- **Data listing**

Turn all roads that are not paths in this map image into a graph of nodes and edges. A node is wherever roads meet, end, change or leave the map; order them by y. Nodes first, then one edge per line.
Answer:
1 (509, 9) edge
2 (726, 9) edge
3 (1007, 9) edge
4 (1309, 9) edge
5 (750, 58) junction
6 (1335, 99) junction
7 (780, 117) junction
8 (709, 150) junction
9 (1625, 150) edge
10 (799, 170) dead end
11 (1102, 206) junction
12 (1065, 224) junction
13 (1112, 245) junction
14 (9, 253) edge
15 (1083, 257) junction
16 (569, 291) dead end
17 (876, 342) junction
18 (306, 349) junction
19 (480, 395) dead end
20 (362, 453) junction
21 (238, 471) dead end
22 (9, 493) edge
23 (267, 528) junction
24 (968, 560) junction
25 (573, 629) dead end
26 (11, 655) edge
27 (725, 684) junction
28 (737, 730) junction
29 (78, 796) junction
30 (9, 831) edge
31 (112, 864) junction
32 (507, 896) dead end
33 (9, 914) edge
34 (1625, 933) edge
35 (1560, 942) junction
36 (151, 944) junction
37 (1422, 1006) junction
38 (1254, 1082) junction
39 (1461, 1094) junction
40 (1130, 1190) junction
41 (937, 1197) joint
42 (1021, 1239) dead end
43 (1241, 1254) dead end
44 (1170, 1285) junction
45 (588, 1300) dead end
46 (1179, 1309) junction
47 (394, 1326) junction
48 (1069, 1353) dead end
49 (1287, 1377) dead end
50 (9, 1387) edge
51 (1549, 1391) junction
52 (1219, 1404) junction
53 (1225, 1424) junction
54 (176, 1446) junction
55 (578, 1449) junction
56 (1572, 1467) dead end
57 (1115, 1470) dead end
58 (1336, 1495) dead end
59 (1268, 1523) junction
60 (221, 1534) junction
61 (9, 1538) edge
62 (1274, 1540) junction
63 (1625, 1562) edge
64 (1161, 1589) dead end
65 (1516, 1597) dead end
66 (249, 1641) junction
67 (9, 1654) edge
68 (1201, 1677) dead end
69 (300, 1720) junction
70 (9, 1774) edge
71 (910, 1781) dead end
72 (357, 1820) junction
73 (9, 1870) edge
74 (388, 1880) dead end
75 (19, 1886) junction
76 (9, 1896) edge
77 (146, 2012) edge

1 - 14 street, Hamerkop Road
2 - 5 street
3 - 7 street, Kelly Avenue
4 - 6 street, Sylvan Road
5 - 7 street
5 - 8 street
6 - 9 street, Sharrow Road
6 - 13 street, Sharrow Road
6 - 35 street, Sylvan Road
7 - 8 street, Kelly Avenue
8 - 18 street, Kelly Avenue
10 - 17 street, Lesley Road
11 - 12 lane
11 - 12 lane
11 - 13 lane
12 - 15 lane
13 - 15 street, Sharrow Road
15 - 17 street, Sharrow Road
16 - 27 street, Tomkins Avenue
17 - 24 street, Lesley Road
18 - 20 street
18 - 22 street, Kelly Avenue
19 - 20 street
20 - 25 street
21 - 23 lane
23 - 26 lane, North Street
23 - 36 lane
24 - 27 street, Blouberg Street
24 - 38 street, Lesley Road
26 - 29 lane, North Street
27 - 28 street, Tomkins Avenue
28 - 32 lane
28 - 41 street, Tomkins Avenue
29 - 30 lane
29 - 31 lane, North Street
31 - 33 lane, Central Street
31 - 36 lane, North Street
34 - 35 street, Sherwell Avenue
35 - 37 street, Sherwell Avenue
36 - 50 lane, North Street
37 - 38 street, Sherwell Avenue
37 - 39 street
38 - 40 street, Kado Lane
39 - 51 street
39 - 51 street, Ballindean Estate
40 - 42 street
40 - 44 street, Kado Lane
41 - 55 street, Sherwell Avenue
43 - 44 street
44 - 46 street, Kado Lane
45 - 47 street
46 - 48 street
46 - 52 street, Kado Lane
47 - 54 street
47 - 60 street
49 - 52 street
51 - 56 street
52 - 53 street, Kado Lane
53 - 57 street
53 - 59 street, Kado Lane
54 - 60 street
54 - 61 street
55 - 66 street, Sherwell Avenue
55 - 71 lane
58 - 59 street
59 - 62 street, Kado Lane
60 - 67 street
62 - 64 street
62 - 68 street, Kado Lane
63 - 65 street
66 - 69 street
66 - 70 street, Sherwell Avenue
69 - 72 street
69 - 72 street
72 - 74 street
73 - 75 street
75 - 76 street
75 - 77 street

- **Your task**
All of the data above should be reproduced verbatim.

- **Exercise solution**
Turn all roads that are not paths in this map image into a graph of nodes and edges. A node is wherever roads meet, end, change or leave the map; order them by y. Nodes first, then one edge per line.
Answer:
1 (509, 9) edge
2 (726, 9) edge
3 (1007, 9) edge
4 (1309, 9) edge
5 (750, 58) junction
6 (1335, 99) junction
7 (780, 117) junction
8 (709, 150) junction
9 (1625, 150) edge
10 (799, 170) dead end
11 (1102, 206) junction
12 (1065, 224) junction
13 (1112, 245) junction
14 (9, 253) edge
15 (1083, 257) junction
16 (569, 291) dead end
17 (876, 342) junction
18 (306, 349) junction
19 (480, 395) dead end
20 (362, 453) junction
21 (238, 471) dead end
22 (9, 493) edge
23 (267, 528) junction
24 (968, 560) junction
25 (573, 629) dead end
26 (11, 655) edge
27 (725, 684) junction
28 (737, 730) junction
29 (78, 796) junction
30 (9, 831) edge
31 (112, 864) junction
32 (507, 896) dead end
33 (9, 914) edge
34 (1625, 933) edge
35 (1560, 942) junction
36 (151, 944) junction
37 (1422, 1006) junction
38 (1254, 1082) junction
39 (1461, 1094) junction
40 (1130, 1190) junction
41 (937, 1197) joint
42 (1021, 1239) dead end
43 (1241, 1254) dead end
44 (1170, 1285) junction
45 (588, 1300) dead end
46 (1179, 1309) junction
47 (394, 1326) junction
48 (1069, 1353) dead end
49 (1287, 1377) dead end
50 (9, 1387) edge
51 (1549, 1391) junction
52 (1219, 1404) junction
53 (1225, 1424) junction
54 (176, 1446) junction
55 (578, 1449) junction
56 (1572, 1467) dead end
57 (1115, 1470) dead end
58 (1336, 1495) dead end
59 (1268, 1523) junction
60 (221, 1534) junction
61 (9, 1538) edge
62 (1274, 1540) junction
63 (1625, 1562) edge
64 (1161, 1589) dead end
65 (1516, 1597) dead end
66 (249, 1641) junction
67 (9, 1654) edge
68 (1201, 1677) dead end
69 (300, 1720) junction
70 (9, 1774) edge
71 (910, 1781) dead end
72 (357, 1820) junction
73 (9, 1870) edge
74 (388, 1880) dead end
75 (19, 1886) junction
76 (9, 1896) edge
77 (146, 2012) edge

1 - 14 street, Hamerkop Road
2 - 5 street
3 - 7 street, Kelly Avenue
4 - 6 street, Sylvan Road
5 - 7 street
5 - 8 street
6 - 9 street, Sharrow Road
6 - 13 street, Sharrow Road
6 - 35 street, Sylvan Road
7 - 8 street, Kelly Avenue
8 - 18 street, Kelly Avenue
10 - 17 street, Lesley Road
11 - 12 lane
11 - 12 lane
11 - 13 lane
12 - 15 lane
13 - 15 street, Sharrow Road
15 - 17 street, Sharrow Road
16 - 27 street, Tomkins Avenue
17 - 24 street, Lesley Road
18 - 20 street
18 - 22 street, Kelly Avenue
19 - 20 street
20 - 25 street
21 - 23 lane
23 - 26 lane, North Street
23 - 36 lane
24 - 27 street, Blouberg Street
24 - 38 street, Lesley Road
26 - 29 lane, North Street
27 - 28 street, Tomkins Avenue
28 - 32 lane
28 - 41 street, Tomkins Avenue
29 - 30 lane
29 - 31 lane, North Street
31 - 33 lane, Central Street
31 - 36 lane, North Street
34 - 35 street, Sherwell Avenue
35 - 37 street, Sherwell Avenue
36 - 50 lane, North Street
37 - 38 street, Sherwell Avenue
37 - 39 street
38 - 40 street, Kado Lane
39 - 51 street
39 - 51 street, Ballindean Estate
40 - 42 street
40 - 44 street, Kado Lane
41 - 55 street, Sherwell Avenue
43 - 44 street
44 - 46 street, Kado Lane
45 - 47 street
46 - 48 street
46 - 52 street, Kado Lane
47 - 54 street
47 - 60 street
49 - 52 street
51 - 56 street
52 - 53 street, Kado Lane
53 - 57 street
53 - 59 street, Kado Lane
54 - 60 street
54 - 61 street
55 - 66 street, Sherwell Avenue
55 - 71 lane
58 - 59 street
59 - 62 street, Kado Lane
60 - 67 street
62 - 64 street
62 - 68 street, Kado Lane
63 - 65 street
66 - 69 street
66 - 70 street, Sherwell Avenue
69 - 72 street
69 - 72 street
72 - 74 street
73 - 75 street
75 - 76 street
75 - 77 street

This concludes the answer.